Multinationals: Enduring China’s Slowdown?

For now, perhaps, but the longer term looks increasingly challenging.

Multinationals: Enduring China’s Slowdown?
Credit: Beijing via Shutterstock.com

China’s economy continues to slow, creating conditions that challenge the business of multinationals. The latest PMI statistics out of China indicate that manufacturing is continuing to contract, as domestic and foreign demand remain weak. China is also in the process of restructuring away from a manufacturing-based economy toward a service-based economy. Multinationals have in recent years found themselves in an increasingly competitive market, finding rivals in domestic Chinese firms under a less encouraging regulatory environment. Will they endure China’s slowdown and changing economic climate?

The short answer is, for now, yes. While some multinationals, such as Revlon and Best Buy, have shut down their China business, many others are hanging on. This is happening despite a higher wage bill paid to Chinese workers, loss of market share to Chinese products, and regulatory crackdowns under the broader corruption campaign and anti-monopoly law. Most multinationals currently in China are hiring few additional workers at present but some, particularly those in the services sector, are expanding business capacity. For many multinationals, China contains a large domestic market, has a track record of high growth, and is well integrated with suppliers. Doing business in China therefore is an important component of their overall business strategy.

However, the road ahead looks rocky. Multinationals have attempted to maintain profitability despite slowing revenue growth. Profits have declined most starkly in the manufacturing sector. Multinationals that had been faced with rising costs in the eastern coastal regions of China reaped the gains of moving to China’s interior, but this practice has been exhausted. Rather than focusing on conquering new markets or relocating to low-cost regions, multinationals have to do the hard work of improving managerial and productive efficiency.

Meanwhile, service sector MNCs are unable to participate extensively in Chinese markets, since services sectors such as the financial and telecommunications sectors remain relatively closed off to foreign companies. It is not clear when these industries will be further opened up, despite the intentions of the Chinese leadership to increase output in the services sector. Unlike the manufacturing sector, tertiary industry has not made much room for foreign competition due to existing inefficiencies and government protection, and there is no guarantee that this will change in the near future.

China holds many prospects for multinationals, as urbanization and consumer demand increase. The country continues to grow at a faster clip than most of the rest of the world. As conditions change, business strategies and processes must become more sophisticated than ever to compete. Businesses seeking to reach consumers in lower-tier cities, for example, may be assisted by local partners in order to gain traction in these less accessible locations. Multinationals must increasingly compete in marketing and selling products, as well as in creating new products, to compete against domestic Chinese firms. Investing in sectors that the government currently favors is necessary, as long as foreign competition is embraced.

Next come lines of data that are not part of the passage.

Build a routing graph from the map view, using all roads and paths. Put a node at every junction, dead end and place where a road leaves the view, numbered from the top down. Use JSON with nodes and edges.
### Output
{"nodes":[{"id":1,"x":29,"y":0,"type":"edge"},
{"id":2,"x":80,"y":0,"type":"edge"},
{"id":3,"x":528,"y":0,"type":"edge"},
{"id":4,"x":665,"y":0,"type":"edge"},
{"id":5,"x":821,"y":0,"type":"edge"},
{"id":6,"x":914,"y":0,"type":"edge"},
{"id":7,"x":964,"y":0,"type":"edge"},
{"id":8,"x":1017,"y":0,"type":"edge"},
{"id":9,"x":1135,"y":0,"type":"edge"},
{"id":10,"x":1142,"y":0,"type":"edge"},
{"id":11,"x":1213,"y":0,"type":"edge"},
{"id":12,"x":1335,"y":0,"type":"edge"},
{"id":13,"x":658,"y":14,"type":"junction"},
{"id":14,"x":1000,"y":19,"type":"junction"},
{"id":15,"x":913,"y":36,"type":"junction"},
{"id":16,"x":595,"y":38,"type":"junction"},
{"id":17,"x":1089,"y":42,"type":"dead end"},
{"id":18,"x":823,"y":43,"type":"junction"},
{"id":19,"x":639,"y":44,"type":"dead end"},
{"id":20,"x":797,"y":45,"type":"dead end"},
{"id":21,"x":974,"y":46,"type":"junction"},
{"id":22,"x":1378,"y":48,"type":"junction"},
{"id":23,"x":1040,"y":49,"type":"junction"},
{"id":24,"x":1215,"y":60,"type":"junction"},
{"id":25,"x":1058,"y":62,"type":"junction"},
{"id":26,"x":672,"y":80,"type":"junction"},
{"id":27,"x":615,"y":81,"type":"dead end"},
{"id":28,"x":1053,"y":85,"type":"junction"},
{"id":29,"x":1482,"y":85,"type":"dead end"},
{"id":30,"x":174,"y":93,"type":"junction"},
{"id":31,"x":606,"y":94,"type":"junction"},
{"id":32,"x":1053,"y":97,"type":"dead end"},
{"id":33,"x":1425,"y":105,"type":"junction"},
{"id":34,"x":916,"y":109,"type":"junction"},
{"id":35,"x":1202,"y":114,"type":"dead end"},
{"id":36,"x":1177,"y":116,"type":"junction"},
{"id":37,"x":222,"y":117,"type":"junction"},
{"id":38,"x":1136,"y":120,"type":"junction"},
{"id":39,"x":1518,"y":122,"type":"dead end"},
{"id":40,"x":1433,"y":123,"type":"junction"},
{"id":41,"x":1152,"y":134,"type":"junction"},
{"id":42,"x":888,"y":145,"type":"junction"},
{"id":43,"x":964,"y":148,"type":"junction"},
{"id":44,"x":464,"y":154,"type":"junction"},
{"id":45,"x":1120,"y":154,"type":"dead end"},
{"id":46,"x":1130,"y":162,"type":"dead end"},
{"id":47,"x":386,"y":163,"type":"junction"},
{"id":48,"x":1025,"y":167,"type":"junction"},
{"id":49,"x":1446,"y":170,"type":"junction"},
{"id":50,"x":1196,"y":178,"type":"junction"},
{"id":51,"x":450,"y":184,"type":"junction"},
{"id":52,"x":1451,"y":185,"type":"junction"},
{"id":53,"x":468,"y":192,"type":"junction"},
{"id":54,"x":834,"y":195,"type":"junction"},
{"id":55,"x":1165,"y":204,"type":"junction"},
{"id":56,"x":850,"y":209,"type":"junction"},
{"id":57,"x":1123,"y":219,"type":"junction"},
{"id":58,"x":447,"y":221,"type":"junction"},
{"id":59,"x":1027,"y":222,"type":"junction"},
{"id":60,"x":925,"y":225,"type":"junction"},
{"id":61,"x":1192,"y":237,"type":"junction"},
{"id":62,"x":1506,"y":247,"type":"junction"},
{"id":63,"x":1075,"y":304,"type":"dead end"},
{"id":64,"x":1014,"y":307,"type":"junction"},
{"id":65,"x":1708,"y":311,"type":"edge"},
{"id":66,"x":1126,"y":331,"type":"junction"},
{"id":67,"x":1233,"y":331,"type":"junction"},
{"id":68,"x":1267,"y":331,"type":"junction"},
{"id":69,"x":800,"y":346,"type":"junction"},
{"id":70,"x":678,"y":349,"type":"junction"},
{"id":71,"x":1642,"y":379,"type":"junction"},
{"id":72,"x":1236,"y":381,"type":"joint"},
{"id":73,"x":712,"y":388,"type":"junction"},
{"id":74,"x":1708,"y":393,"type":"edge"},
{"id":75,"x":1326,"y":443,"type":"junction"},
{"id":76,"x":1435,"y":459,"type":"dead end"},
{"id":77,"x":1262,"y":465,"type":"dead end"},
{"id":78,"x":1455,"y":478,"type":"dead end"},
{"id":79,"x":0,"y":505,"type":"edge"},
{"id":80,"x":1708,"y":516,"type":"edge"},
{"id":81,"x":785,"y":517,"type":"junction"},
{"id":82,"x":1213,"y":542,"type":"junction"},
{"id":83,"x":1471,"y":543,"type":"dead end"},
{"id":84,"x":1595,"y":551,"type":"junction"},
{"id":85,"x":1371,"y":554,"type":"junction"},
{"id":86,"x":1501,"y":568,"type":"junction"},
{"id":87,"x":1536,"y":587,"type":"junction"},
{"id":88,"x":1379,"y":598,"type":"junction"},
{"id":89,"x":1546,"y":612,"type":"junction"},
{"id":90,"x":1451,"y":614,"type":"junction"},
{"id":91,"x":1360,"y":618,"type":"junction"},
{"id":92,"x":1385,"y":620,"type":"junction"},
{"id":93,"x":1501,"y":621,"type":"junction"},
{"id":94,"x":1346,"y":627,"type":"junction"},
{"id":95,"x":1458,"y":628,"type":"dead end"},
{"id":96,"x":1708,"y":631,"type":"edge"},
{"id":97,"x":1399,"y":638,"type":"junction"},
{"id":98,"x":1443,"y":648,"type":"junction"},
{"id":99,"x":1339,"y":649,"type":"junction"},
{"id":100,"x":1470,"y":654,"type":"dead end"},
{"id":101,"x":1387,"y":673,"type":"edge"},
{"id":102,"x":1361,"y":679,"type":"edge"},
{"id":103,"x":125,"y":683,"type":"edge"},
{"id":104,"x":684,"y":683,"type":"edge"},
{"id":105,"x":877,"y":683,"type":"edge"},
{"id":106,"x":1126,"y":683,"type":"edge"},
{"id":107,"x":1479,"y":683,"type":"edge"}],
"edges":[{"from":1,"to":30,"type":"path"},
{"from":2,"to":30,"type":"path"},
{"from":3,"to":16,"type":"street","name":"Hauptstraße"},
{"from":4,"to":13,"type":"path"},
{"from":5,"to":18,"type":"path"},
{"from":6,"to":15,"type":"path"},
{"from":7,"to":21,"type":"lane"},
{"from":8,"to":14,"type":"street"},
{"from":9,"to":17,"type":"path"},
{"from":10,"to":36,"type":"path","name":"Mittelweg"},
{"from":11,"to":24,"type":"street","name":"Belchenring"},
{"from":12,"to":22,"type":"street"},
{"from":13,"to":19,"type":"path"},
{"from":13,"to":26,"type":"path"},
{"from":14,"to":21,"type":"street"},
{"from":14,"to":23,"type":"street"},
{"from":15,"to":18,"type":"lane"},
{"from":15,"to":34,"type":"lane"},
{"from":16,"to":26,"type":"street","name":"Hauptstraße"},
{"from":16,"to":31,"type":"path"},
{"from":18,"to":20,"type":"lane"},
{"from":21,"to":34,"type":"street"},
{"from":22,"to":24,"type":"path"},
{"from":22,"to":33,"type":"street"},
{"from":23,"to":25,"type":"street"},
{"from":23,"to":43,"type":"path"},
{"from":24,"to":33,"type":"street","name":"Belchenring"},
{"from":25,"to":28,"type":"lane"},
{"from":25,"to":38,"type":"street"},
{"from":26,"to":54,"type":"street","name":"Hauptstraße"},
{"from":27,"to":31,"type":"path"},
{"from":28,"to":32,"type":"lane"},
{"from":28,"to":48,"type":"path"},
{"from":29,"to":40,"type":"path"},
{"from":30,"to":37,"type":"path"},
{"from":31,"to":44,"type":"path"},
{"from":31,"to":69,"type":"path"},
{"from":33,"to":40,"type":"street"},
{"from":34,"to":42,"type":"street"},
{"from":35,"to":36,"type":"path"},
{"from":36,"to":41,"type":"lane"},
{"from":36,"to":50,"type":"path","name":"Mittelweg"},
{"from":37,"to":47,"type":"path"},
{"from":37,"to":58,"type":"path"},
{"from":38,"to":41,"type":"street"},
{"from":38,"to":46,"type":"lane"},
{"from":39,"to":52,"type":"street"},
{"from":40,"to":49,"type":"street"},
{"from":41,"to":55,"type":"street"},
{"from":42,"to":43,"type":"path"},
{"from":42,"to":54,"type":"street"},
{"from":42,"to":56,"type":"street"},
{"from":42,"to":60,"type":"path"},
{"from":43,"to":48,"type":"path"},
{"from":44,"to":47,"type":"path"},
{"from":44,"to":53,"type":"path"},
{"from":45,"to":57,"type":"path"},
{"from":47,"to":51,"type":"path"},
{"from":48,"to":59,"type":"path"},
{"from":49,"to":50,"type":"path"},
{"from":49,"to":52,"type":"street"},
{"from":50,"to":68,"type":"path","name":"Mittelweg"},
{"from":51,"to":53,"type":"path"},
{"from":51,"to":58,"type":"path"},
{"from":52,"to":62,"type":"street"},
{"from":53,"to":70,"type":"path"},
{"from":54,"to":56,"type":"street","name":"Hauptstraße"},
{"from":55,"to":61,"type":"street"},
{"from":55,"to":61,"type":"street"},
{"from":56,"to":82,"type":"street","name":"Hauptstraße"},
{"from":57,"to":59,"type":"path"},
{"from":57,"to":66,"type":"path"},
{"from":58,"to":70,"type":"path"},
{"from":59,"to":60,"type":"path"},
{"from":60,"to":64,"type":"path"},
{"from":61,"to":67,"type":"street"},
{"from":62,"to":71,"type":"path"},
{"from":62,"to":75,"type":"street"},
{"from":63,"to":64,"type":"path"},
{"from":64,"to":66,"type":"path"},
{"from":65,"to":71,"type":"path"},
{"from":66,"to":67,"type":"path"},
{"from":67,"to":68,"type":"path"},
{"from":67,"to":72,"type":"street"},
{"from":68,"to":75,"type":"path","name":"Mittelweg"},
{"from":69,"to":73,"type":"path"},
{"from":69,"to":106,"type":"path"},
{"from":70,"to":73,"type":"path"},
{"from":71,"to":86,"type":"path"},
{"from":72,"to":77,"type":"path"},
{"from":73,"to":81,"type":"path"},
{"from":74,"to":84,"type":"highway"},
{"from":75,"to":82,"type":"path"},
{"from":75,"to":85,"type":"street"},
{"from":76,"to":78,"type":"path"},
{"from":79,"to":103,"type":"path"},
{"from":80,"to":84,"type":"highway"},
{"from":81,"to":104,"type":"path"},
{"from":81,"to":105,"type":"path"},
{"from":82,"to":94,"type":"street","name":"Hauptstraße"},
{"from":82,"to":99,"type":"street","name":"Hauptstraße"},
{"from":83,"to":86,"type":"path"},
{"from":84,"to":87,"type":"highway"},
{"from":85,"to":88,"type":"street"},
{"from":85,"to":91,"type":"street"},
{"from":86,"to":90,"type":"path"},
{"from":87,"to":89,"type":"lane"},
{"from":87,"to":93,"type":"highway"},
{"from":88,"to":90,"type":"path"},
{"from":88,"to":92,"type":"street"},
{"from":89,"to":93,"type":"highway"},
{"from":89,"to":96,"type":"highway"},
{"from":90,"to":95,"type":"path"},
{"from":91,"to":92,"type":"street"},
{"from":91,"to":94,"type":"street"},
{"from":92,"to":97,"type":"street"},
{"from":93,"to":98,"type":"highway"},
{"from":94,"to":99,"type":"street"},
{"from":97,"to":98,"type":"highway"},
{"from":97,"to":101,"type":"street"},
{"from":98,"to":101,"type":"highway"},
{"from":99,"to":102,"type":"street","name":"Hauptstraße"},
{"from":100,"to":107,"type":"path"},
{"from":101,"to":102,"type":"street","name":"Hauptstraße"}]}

China will likely continue to be an important base for multinationals, even though all low-hanging fruit has been picked, at least until the service sector is liberalized. The country’s connectivity to the rest of Asia, its large and increasingly sophisticated urban consumer base, and its potential growth preserve China’s attractiveness to multinationals, even in the face of somewhat waning economic activity. To survive, these businesses will have to bring their A-game to China’s increasingly challenging business sphere.